The young guy’s mouth hung open. Obviously, his intellect needed some time to decode my message.

“I just wanted to say—”

“I don’t care what you wanted to say!”

He gulped and turned helplessly to David. “I just wanted to say, ‘What a spanking car.’?”

Even this description pissed me off. I was about to explain to the guy what spanking actually meant and that the details of his sex life did not interest me, but David clearly felt sorry for him and led him to the rear of the car, where they started talking.

In the meantime, Emma had come out and was clinging to my legs, as usual. She rested her head against my hips.

“You were right!” she said. “He said stupid things about our car.”

“Exactly!” I said. “He has no idea.”

The Citro?n was hauled onto the tow truck in no time, and we climbed into the cab. Emma sat on my lap, with Baby—whom David had lifted in—taking up the rest of the backseat beside us.

From his perch up front, David asked me, “Where do you need to go?”

I gave my address, and the driver said, “We’ll pass by there on our way to take the Citro?n to the service station.”

“Which service station are you going to?” I asked.

“To mine,” David said. Naturally. He was going to try to fix the car in his own garage.
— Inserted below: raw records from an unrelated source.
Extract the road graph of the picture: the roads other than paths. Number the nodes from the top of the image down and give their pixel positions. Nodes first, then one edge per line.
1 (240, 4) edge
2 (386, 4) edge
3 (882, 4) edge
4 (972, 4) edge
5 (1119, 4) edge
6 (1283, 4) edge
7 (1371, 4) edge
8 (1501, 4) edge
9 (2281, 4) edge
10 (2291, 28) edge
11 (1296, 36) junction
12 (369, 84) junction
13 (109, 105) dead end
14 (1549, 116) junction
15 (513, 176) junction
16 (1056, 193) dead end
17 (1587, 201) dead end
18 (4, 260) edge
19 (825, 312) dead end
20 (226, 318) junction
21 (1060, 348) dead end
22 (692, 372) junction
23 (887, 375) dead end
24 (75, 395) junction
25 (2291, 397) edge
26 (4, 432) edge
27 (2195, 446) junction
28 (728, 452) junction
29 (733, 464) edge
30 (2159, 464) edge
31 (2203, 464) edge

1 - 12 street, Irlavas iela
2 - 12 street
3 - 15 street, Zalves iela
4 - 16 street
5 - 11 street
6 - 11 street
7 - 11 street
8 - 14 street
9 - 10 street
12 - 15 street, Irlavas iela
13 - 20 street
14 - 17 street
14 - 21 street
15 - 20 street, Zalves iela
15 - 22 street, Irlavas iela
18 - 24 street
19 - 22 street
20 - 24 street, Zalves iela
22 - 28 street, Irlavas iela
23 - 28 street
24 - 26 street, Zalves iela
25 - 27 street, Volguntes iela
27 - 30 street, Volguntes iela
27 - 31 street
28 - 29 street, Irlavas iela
Where was rush hour traffic when you needed it? Nothing got in our way. Even the traffic lights were working against us. They were constantly green. We drove on without any hindrance. Time was slipping through my fingers.

Emma cuddled up against me. “You’re not coming with us?” she asked.
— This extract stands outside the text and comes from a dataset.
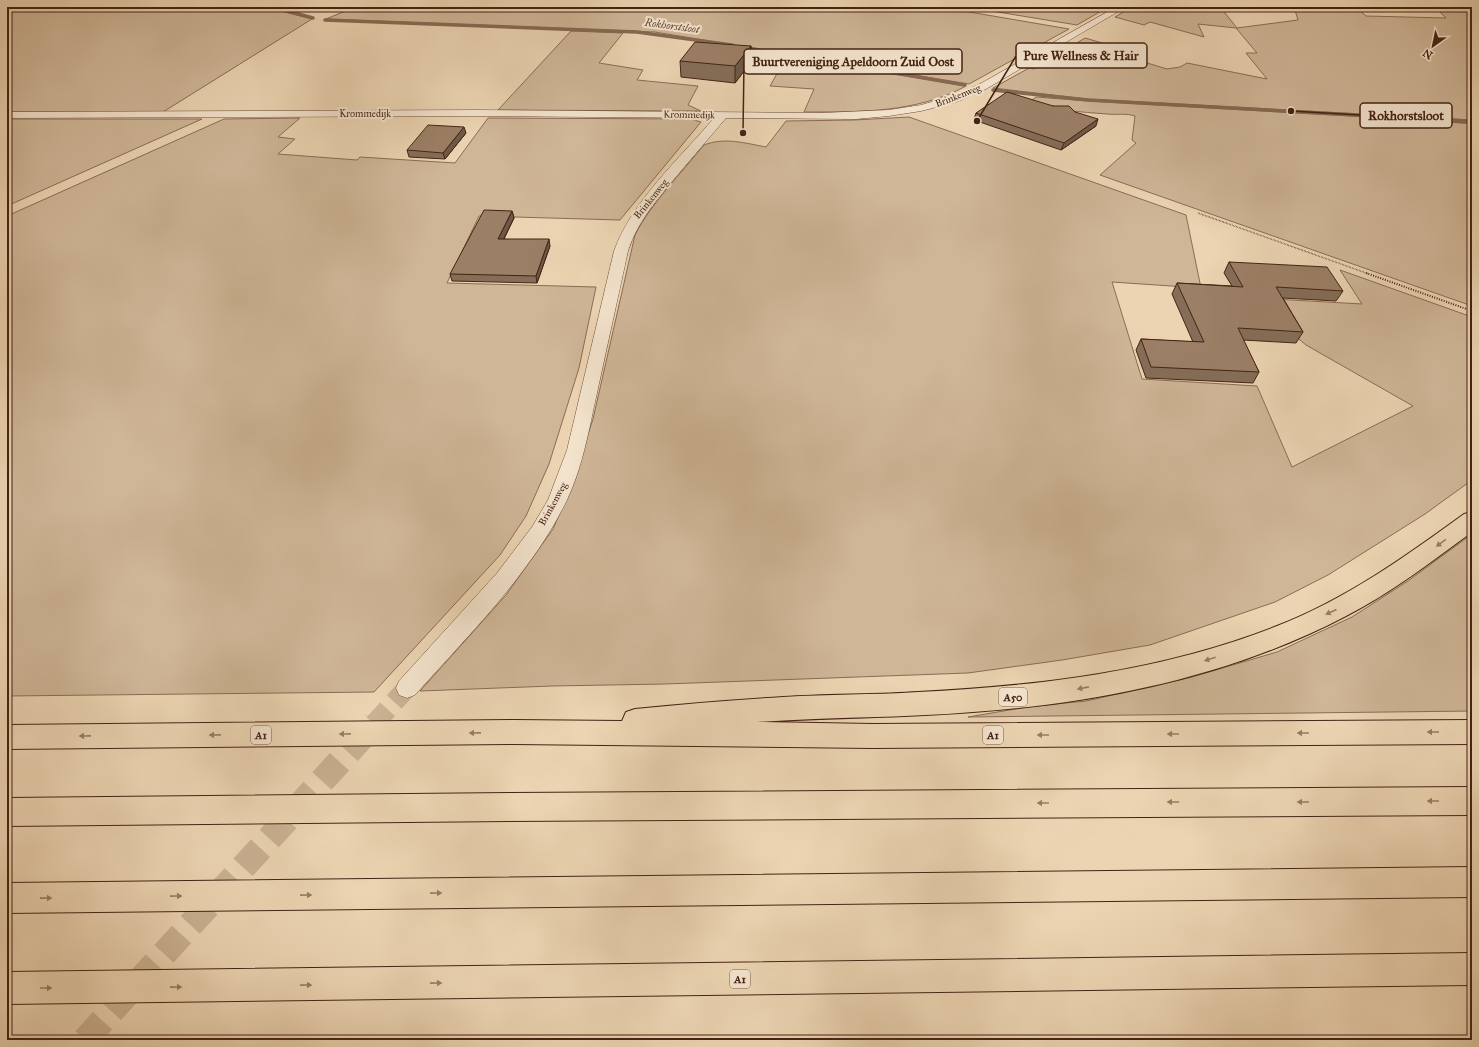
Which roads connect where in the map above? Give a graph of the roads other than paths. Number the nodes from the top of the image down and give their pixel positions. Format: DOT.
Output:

“No,” I said. “Not today. I need to get home and check on my apartment. I haven’t been there in days.”

“And are you taking Baby with you?”

I hadn’t thought about that, but without hesitating, I said, “Yeah, Baby is coming with me.”
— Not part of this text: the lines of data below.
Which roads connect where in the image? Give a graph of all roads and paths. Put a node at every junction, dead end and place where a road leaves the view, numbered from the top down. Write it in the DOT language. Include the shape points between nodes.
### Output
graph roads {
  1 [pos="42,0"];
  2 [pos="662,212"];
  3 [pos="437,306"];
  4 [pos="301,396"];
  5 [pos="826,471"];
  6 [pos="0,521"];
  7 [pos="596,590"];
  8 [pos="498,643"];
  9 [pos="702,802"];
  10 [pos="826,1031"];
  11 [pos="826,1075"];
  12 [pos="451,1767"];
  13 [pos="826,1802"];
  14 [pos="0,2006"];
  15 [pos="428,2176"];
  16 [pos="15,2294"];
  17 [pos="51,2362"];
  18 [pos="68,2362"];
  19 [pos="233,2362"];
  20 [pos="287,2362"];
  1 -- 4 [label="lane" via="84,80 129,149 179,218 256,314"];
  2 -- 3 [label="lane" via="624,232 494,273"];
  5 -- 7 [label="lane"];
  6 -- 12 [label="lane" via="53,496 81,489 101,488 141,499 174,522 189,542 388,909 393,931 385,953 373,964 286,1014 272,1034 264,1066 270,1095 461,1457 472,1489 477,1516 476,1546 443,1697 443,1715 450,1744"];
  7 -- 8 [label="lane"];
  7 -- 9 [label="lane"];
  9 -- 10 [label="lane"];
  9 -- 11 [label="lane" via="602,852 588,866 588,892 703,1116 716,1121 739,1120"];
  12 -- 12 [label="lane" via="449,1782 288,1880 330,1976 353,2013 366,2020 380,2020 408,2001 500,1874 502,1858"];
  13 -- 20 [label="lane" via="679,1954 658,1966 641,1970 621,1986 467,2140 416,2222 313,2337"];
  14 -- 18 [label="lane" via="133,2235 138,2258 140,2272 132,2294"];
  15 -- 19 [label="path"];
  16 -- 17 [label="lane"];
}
The brakes screeched as the truck stopped in front of my building. Emma clung to me. She picked up her head, and I saw that she was crying.

“Now, now,” I said. “You’re a big girl. Big girls don’t cry.”

“But you cry, too,” she said. “And you’re a lot bigger than me.”

I didn’t answer, just opened the door and slid out, placing Emma on the now-empty seat. Emma held my hand tightly. “You won’t go away for forever, will you?” she asked.

I didn’t know what to say. I cleared my throat because my voice was failing me. “The two of us will stay friends. No matter what happens. Right?”

“Yeah.” She turned away from me and crossed her arms in front of her chest. Her little body shuddered as she cried even harder than before.

David helped me get Baby out. First, the dog whimpered happily because he thought that we were taking him for a walk. But once he noticed how sad I was, his ears drooped, and he refused to take his eyes off me even for a second.

David came up to me. He seemed bashful. No, unsure. Or was he crestfallen?

“This is it, then,” he said.

I nodded. “This is it.”

“We made good time. I’ll make my appointment tomorrow, and you—you’ll get to do what you had planned.”

He looked strange. Vulnerable.

Since I didn’t want to cry in front of him, I tried to act like the brave one. I held out my hand and said, “Thank you for everything, and I hope to see you again.” It was the stupidest thing I could have done, but I couldn’t think of anything better.

David studied my hand as though seeing it for the first time. Then he took it and . . . something magical happened. Perhaps it was only a moment of weakness, or it happened because I’d been breathing in toxic fumes for hours. In any case, I leaned forward to kiss him good-bye on the cheek. But, as luck would have it, our lips met. And again, a powerful feeling surged inside me—it was a drive to hold him tight and never let go.

The nasty guy from the tow truck honked.

I pressed my hands on David’s ribcage and pushed myself away from him. We stared at each other, speechless. Then he turned around and left me. He climbed into the truck and it took off. Soon the Citro?n, Emma, and David had disappeared from my life forever.





35


I took my copy of Gone with the Wind down from my bookshelf. It was a little dusty. I blew off the top edge and placed the book neatly in one of the big cardboard boxes I was filling.

I heard a key working my front door’s lock from the outside. Over the past three years, I’d heard this sound at least a thousand times. I looked toward the door.

Valentin wore an Armani suit with a camel hair coat draped casually over it, and a lily-white scarf. His Italian shoes shined impeccably.